Stored data:
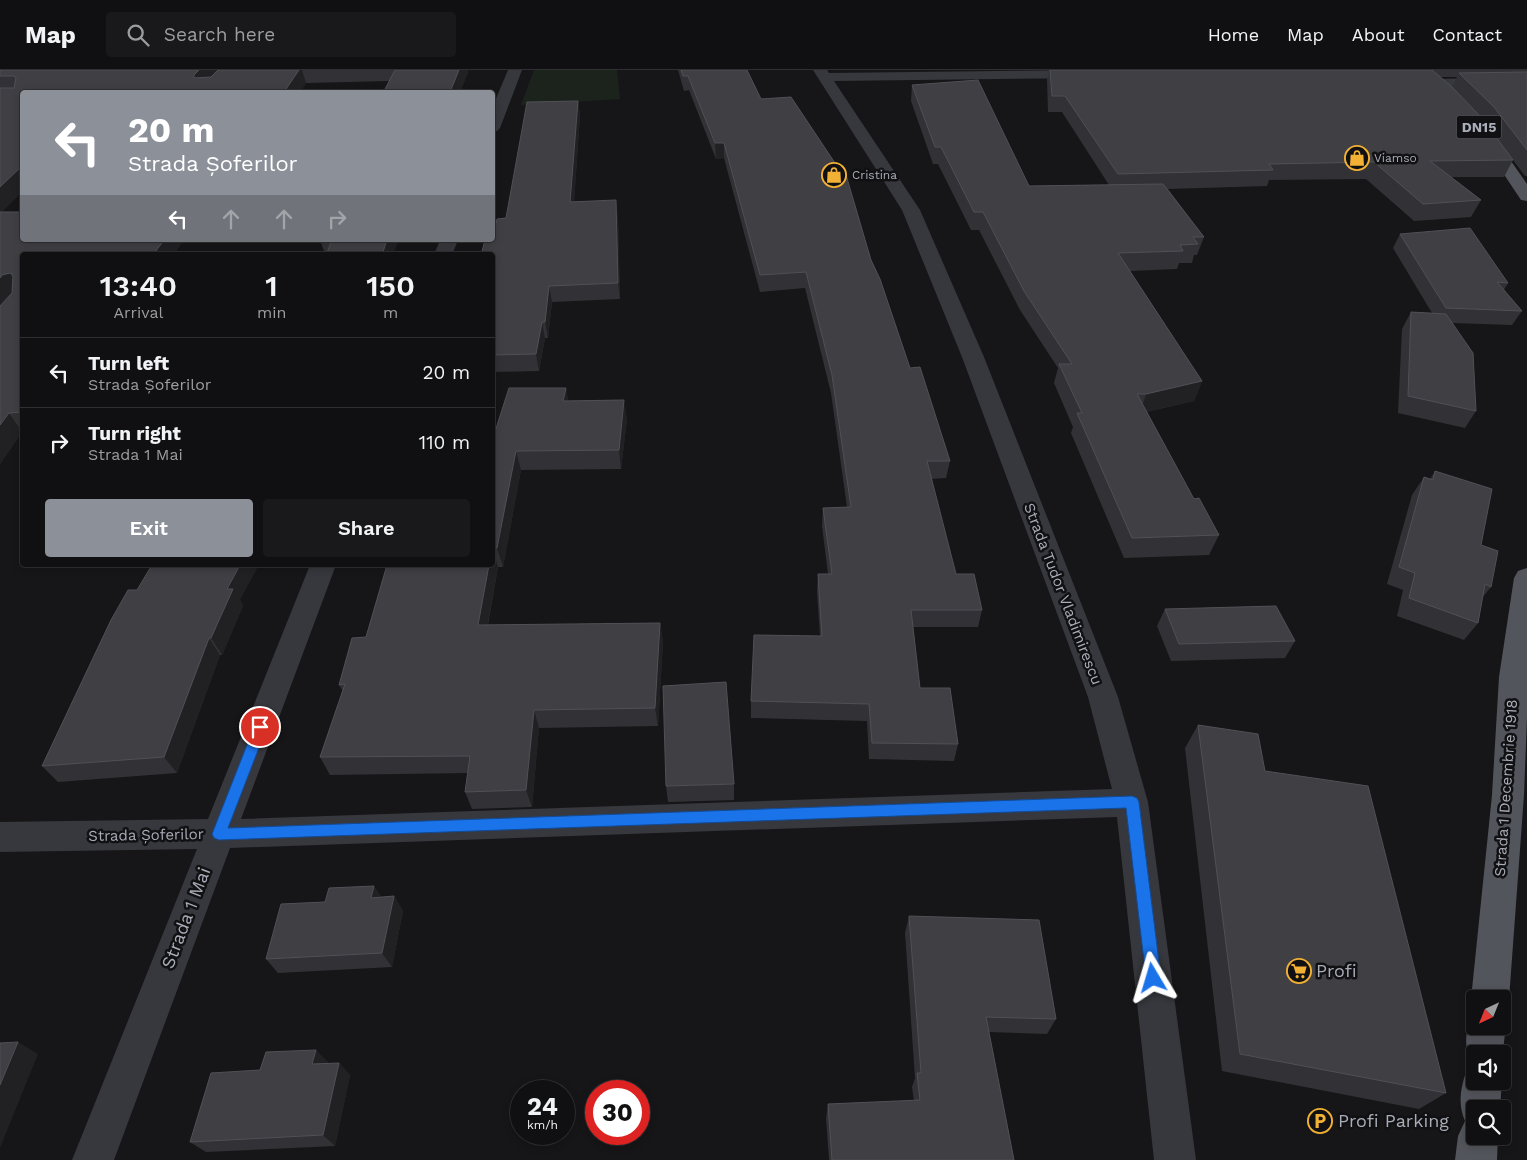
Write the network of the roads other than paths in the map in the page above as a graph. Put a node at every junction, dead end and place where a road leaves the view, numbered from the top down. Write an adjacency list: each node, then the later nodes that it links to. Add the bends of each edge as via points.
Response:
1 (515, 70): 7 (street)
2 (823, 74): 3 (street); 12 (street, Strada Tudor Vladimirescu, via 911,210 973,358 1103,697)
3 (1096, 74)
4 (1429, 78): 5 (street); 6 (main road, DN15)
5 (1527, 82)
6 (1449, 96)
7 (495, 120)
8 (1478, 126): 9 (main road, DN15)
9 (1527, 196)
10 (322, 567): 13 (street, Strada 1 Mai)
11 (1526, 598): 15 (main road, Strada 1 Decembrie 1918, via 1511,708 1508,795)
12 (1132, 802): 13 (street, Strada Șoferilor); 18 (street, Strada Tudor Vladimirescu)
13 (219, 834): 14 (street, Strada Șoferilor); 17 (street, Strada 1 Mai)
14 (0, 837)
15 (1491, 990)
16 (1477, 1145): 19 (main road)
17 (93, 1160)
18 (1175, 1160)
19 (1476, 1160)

==

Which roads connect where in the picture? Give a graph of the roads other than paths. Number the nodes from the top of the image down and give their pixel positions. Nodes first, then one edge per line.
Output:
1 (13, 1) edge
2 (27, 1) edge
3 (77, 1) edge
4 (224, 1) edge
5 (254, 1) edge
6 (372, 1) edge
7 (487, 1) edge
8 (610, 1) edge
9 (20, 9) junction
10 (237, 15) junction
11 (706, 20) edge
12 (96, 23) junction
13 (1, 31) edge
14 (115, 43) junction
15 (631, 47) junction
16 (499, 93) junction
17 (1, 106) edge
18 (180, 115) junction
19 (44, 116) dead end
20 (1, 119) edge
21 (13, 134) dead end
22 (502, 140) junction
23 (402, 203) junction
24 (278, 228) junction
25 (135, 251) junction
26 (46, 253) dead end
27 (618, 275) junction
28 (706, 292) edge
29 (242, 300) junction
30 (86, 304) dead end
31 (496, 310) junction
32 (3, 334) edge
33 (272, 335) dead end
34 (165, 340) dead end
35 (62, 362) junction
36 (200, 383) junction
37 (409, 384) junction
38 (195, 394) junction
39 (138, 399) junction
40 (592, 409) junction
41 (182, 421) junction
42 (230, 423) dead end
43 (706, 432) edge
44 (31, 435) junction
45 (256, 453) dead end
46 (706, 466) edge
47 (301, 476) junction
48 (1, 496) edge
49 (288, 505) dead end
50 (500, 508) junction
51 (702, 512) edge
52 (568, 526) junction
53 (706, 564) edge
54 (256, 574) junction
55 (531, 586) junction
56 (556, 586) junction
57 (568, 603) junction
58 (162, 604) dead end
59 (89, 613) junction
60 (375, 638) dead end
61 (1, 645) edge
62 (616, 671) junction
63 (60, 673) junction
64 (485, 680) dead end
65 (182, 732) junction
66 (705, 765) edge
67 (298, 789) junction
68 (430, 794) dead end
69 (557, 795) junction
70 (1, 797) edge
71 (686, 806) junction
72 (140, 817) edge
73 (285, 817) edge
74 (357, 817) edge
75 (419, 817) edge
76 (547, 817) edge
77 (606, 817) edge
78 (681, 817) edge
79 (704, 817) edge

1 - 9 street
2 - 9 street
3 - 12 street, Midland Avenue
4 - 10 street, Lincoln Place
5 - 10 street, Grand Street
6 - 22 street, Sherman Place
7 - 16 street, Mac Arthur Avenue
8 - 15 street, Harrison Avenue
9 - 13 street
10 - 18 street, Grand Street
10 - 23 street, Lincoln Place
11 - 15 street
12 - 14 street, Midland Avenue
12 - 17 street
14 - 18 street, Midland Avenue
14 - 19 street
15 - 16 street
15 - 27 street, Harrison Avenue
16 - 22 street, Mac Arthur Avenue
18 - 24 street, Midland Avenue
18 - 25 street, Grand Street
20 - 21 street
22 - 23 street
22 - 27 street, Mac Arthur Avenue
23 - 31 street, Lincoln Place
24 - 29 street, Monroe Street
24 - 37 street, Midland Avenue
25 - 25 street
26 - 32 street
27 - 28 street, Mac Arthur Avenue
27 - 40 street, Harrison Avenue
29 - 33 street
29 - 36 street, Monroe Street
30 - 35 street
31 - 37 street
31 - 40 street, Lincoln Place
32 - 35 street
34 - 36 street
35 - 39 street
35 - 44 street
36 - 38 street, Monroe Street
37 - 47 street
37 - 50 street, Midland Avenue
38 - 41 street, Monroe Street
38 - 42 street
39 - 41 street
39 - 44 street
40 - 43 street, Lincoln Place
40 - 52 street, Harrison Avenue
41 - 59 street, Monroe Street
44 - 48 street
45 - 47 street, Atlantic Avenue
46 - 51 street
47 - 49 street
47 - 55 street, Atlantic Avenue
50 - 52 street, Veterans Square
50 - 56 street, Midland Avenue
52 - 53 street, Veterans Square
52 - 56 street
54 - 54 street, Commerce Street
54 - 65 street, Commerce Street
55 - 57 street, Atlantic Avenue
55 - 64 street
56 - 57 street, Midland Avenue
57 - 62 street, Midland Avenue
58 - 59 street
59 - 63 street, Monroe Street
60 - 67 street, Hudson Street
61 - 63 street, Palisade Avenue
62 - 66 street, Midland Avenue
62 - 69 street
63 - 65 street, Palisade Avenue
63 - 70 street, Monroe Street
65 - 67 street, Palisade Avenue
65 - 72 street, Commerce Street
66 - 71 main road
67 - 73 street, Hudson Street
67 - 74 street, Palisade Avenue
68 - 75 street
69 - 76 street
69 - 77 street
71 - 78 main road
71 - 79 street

▸ **The problem**
Go through the records above and copy each line where "nodes" is found.

▸ **Exercise result**
Write the network of the roads other than paths in the map in the page above as a graph. Put a node at every junction, dead end and place where a road leaves the view, numbered from the top down. Write an adjacency list: each node, then the later nodes that it links to. Add the bends of each edge as via points.
Which roads connect where in the picture? Give a graph of the roads other than paths. Number the nodes from the top of the image down and give their pixel positions. Nodes first, then one edge per line.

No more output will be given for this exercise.